Exercise prompt ::
Give back each line of the data exactly as it reads, minus the pictures.

Source records ::

# # #

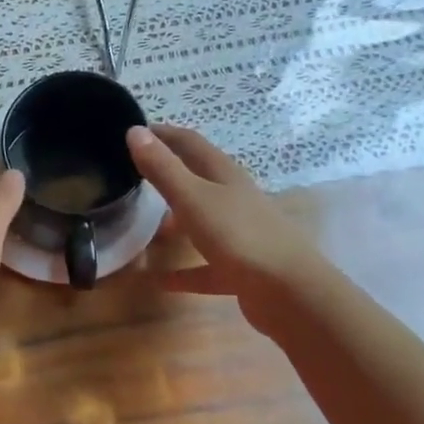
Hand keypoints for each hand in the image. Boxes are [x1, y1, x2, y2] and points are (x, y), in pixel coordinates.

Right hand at [127, 124, 316, 334]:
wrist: (290, 293)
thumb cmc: (239, 236)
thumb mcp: (193, 198)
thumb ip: (163, 168)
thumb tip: (134, 130)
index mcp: (225, 176)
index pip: (190, 143)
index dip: (163, 134)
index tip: (134, 131)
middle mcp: (235, 199)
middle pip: (198, 179)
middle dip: (169, 173)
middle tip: (133, 175)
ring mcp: (241, 234)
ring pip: (202, 220)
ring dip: (176, 221)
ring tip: (146, 226)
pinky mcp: (242, 269)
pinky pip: (206, 266)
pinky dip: (185, 271)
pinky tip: (161, 281)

# # #

Output below ::
Hand keypoints for each hand in the image. Boxes are [x1, y1, x2, y2] and points are (x, y), in pixel coordinates.

Right hand at [127, 124, 316, 334]:
wrist: (290, 293)
thumb cmc: (239, 236)
thumb mcp: (193, 198)
thumb ip: (163, 168)
thumb tip: (134, 130)
index mcp: (225, 176)
index pip: (190, 143)
index dip: (163, 134)
index tip: (134, 131)
middle mcp: (235, 199)
middle pip: (198, 179)
middle dip: (169, 173)
middle tip: (133, 175)
ring mcp: (241, 234)
ring pip: (202, 220)
ring dip: (176, 221)
ring tip: (146, 226)
pinky mcp: (242, 269)
pinky pip: (206, 266)
pinky dip: (185, 271)
pinky tip: (161, 281)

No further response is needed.